▶ **MATERIAL FOR THIS TASK**:
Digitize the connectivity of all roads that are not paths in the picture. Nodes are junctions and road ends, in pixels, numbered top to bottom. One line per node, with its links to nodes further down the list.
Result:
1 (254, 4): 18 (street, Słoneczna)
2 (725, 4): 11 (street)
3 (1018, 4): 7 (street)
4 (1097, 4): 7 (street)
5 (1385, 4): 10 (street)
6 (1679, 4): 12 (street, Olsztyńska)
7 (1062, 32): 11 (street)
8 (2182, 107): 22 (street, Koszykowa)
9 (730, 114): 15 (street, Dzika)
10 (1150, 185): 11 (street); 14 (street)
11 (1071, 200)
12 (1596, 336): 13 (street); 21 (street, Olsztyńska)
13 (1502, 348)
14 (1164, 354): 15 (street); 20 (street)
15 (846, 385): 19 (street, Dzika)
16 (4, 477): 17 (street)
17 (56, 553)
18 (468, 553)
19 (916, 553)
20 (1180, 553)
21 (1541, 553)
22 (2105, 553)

▶ **TASK STATEMENT**:
An exact reproduction of all the entries, complete to the last line, is needed.

▶ **RESPONSE TO THIS EXERCISE**:
Digitize the connectivity of all roads that are not paths in the picture. Nodes are junctions and road ends, in pixels, numbered top to bottom. One line per node, with its links to nodes further down the list.
Result:
1 (254, 4): 18 (street, Słoneczna)
2 (725, 4): 11 (street)
3 (1018, 4): 7 (street)
4 (1097, 4): 7 (street)
5 (1385, 4): 10 (street)
6 (1679, 4): 12 (street, Olsztyńska)
7 (1062, 32): 11 (street)
8 (2182, 107): 22 (street, Koszykowa)
9 (730, 114): 15 (street, Dzika)
10 (1150, 185): 11 (street); 14 (street)
11 (1071, 200)
12 (1596, 336): 13 (street); 21 (street, Olsztyńska)
13 (1502, 348)
14 (1164, 354): 15 (street); 20 (street)
15 (846, 385): 19 (street, Dzika)
16 (4, 477): 17 (street)
17 (56, 553)
18 (468, 553)
19 (916, 553)
20 (1180, 553)
21 (1541, 553)
22 (2105, 553)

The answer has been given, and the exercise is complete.